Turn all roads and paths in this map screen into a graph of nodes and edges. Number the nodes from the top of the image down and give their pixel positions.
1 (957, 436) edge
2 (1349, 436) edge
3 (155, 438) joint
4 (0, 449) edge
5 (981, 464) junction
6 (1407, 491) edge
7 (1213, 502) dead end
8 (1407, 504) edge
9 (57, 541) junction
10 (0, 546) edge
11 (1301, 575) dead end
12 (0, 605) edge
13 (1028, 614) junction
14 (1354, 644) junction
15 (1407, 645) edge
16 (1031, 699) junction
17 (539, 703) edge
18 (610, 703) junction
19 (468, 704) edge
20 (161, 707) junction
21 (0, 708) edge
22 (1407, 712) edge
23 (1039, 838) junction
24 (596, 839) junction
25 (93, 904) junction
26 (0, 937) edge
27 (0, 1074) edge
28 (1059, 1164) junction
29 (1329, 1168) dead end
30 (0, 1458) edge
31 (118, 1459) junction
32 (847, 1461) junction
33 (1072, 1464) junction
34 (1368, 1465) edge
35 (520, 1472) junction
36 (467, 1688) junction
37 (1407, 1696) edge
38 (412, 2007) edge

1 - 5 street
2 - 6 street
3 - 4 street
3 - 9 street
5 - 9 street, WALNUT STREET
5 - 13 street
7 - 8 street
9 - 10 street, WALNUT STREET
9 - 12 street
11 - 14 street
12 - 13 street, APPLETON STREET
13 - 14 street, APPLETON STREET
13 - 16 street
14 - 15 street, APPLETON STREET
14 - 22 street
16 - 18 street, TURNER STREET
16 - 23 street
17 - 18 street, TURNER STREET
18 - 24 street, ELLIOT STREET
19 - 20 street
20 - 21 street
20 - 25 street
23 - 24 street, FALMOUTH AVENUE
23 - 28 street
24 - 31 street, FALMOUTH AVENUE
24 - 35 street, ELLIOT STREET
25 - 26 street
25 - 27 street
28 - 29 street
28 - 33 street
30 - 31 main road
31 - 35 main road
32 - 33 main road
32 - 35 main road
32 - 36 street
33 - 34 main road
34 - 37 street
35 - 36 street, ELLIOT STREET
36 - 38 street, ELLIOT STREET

§ **WORK REQUIRED**
The full listing is to be written out again, exactly as shown.

§ **EXERCISE OUTPUT**
Turn all roads and paths in this map screen into a graph of nodes and edges. Number the nodes from the top of the image down and give their pixel positions.
1 (957, 436) edge
2 (1349, 436) edge
3 (155, 438) joint
4 (0, 449) edge
5 (981, 464) junction
6 (1407, 491) edge
7 (1213, 502) dead end
8 (1407, 504) edge
9 (57, 541) junction
10 (0, 546) edge
11 (1301, 575) dead end
12 (0, 605) edge
13 (1028, 614) junction
14 (1354, 644) junction
15 (1407, 645) edge
16 (1031, 699) junction
17 (539, 703) edge
18 (610, 703) junction
19 (468, 704) edge
20 (161, 707) junction
21 (0, 708) edge
22 (1407, 712) edge
23 (1039, 838) junction
24 (596, 839) junction
25 (93, 904) junction
26 (0, 937) edge
27 (0, 1074) edge
28 (1059, 1164) junction
29 (1329, 1168) dead end
30 (0, 1458) edge
31 (118, 1459) junction
32 (847, 1461) junction
33 (1072, 1464) junction
34 (1368, 1465) edge
35 (520, 1472) junction
36 (467, 1688) junction
37 (1407, 1696) edge
38 (412, 2007) edge

1 - 5 street
2 - 6 street
3 - 4 street
3 - 9 street
5 - 9 street, WALNUT STREET
5 - 13 street
7 - 8 street
9 - 10 street, WALNUT STREET
9 - 12 street
11 - 14 street
12 - 13 street, APPLETON STREET
13 - 14 street, APPLETON STREET
13 - 16 street
14 - 15 street, APPLETON STREET
14 - 22 street
16 - 18 street, TURNER STREET
16 - 23 street
17 - 18 street, TURNER STREET
18 - 24 street, ELLIOT STREET
19 - 20 street
20 - 21 street
20 - 25 street
23 - 24 street, FALMOUTH AVENUE
23 - 28 street
24 - 31 street, FALMOUTH AVENUE
24 - 35 street, ELLIOT STREET
25 - 26 street
25 - 27 street
28 - 29 street
28 - 33 street
30 - 31 main road
31 - 35 main road
32 - 33 main road
32 - 35 main road
32 - 36 street
33 - 34 main road
34 - 37 street
35 - 36 street, ELLIOT STREET
36 - 38 street, ELLIOT STREET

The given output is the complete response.